(AVAILABLE DATA Opens)
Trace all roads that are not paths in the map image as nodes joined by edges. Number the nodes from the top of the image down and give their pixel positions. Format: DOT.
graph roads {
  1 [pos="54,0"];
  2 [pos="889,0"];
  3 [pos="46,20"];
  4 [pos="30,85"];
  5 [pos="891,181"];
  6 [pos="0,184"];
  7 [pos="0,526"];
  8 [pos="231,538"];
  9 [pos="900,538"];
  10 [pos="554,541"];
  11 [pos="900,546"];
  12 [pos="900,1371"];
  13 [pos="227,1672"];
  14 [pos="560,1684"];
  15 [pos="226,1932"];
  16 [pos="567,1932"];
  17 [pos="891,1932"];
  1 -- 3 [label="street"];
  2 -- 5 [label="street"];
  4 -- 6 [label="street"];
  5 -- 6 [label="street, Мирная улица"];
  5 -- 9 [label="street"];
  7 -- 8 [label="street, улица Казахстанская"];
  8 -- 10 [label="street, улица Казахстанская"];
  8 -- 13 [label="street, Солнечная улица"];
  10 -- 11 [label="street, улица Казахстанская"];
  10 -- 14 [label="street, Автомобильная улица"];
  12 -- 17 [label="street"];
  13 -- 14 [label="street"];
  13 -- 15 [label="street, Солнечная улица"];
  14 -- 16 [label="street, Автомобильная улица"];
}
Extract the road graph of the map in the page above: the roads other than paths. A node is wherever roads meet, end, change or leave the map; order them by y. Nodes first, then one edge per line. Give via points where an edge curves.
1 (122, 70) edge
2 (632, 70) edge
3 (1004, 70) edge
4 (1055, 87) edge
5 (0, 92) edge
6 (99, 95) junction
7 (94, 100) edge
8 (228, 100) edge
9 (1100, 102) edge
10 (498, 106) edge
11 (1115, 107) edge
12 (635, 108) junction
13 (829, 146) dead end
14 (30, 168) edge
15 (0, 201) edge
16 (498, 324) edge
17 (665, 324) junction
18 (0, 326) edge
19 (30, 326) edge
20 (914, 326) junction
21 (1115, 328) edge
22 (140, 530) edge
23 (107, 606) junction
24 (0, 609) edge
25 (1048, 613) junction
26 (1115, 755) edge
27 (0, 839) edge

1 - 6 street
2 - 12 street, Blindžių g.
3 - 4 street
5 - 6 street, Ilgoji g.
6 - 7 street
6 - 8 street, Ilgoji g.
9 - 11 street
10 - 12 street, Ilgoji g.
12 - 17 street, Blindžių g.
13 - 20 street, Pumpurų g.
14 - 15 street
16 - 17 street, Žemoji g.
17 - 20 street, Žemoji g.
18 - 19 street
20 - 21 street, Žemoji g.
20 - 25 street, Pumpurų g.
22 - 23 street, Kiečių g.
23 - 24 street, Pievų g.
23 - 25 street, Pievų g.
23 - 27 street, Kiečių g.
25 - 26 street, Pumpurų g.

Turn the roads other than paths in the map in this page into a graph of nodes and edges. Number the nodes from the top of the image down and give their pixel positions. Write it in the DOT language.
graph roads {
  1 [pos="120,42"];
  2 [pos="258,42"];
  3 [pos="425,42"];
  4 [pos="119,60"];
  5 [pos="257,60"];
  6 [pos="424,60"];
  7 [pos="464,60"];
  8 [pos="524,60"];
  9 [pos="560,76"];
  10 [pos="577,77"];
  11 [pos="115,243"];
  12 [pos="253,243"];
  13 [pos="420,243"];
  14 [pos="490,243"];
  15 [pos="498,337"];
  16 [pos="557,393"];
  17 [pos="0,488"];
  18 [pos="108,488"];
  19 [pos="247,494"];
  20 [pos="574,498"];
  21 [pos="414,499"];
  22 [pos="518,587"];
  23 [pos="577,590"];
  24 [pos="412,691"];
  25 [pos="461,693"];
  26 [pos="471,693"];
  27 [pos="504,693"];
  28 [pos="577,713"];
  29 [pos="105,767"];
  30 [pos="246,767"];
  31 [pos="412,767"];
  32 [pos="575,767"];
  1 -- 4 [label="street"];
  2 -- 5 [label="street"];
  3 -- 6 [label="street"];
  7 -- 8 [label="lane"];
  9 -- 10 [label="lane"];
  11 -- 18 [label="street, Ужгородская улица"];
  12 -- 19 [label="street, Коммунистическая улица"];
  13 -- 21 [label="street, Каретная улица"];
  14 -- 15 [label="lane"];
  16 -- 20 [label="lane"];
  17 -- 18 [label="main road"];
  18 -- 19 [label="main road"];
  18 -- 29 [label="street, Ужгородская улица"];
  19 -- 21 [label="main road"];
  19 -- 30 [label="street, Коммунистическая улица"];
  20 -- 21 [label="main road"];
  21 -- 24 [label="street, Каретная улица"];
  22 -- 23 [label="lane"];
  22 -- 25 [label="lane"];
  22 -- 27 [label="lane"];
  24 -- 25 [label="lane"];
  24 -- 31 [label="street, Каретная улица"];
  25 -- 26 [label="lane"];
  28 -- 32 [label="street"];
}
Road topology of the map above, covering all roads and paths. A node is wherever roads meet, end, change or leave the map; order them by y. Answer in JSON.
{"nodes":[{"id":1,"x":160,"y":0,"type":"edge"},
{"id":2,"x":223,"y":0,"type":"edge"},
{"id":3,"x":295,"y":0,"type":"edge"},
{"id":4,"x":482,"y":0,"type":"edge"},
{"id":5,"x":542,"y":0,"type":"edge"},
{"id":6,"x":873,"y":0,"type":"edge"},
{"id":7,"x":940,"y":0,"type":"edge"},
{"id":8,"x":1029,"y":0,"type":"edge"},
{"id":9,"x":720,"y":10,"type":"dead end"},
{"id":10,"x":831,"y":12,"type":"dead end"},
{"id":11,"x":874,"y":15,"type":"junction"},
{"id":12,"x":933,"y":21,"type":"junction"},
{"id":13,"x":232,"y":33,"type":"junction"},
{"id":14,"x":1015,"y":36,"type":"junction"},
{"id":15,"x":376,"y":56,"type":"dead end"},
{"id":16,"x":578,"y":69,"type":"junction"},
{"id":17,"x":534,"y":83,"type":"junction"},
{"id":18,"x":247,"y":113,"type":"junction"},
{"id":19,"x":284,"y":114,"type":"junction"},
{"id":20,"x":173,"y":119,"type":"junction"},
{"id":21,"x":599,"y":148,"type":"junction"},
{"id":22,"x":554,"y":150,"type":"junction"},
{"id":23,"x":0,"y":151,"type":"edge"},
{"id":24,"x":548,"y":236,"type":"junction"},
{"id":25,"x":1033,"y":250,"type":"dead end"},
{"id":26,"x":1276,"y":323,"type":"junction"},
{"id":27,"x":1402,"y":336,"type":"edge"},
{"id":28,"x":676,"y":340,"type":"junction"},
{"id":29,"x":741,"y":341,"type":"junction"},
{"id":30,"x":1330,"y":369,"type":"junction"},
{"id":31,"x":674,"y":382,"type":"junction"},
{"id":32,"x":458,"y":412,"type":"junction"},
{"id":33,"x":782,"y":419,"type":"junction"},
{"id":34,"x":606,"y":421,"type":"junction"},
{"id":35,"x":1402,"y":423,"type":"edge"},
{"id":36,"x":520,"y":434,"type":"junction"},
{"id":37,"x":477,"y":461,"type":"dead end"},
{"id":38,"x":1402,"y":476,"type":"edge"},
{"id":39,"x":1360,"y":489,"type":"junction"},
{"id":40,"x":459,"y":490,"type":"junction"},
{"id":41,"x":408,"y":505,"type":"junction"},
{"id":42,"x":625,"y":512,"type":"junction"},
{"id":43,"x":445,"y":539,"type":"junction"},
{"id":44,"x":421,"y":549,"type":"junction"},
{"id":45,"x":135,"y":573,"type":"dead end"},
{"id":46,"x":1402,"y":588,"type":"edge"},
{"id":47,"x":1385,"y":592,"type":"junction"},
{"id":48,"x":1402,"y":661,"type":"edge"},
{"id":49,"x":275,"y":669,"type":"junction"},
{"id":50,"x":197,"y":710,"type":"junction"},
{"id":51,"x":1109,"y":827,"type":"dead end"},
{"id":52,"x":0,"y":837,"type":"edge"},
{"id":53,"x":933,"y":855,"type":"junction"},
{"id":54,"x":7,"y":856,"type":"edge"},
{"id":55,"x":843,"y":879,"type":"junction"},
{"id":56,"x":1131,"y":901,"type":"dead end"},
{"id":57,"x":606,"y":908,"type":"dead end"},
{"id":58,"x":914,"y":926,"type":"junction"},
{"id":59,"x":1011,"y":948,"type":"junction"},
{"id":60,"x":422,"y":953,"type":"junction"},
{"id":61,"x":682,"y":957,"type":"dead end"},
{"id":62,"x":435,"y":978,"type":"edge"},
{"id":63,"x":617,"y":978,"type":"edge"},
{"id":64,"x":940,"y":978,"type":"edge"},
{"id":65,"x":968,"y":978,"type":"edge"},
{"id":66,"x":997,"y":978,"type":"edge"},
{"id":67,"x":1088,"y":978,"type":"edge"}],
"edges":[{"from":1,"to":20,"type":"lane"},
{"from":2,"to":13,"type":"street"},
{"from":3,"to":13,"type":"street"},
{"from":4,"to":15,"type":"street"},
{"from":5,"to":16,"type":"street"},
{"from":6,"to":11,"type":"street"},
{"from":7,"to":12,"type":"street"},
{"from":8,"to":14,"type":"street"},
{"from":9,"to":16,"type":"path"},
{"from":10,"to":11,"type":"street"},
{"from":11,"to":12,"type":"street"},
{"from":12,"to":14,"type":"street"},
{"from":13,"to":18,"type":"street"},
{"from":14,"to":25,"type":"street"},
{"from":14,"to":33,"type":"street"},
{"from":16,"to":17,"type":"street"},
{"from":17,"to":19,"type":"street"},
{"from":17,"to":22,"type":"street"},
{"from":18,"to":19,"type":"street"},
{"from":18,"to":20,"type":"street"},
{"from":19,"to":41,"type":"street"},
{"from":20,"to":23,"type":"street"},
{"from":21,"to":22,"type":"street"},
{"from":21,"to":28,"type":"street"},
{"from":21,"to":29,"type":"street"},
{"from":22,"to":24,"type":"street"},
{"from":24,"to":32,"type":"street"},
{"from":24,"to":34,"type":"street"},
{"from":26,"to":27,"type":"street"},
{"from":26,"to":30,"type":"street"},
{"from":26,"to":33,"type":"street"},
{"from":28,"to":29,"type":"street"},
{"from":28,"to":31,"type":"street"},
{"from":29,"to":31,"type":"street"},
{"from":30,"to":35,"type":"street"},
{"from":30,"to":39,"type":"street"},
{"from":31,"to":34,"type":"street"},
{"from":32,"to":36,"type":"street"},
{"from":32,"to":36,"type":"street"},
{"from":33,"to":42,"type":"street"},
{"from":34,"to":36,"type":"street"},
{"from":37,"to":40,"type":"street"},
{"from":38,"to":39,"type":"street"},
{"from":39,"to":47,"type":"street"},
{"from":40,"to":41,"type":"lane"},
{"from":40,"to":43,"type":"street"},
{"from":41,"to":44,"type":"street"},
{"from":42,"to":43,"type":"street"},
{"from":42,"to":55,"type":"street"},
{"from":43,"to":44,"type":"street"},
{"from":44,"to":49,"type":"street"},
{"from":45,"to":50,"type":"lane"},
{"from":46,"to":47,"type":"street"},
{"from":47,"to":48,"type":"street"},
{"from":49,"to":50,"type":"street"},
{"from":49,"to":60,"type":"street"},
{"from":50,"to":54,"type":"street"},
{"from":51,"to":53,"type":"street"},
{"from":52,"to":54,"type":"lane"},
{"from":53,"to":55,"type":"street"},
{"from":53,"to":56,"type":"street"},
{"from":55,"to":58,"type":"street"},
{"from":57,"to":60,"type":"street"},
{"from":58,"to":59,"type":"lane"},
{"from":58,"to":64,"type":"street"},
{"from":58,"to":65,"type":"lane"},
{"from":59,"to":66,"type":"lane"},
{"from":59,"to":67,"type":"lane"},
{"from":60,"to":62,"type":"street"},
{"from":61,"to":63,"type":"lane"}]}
(AVAILABLE DATA Closes)
§ WHAT IS REQUIRED: Tally the lines in this material that hold the word "page", then reply with only the number.

§ WRITTEN SOLUTION: 2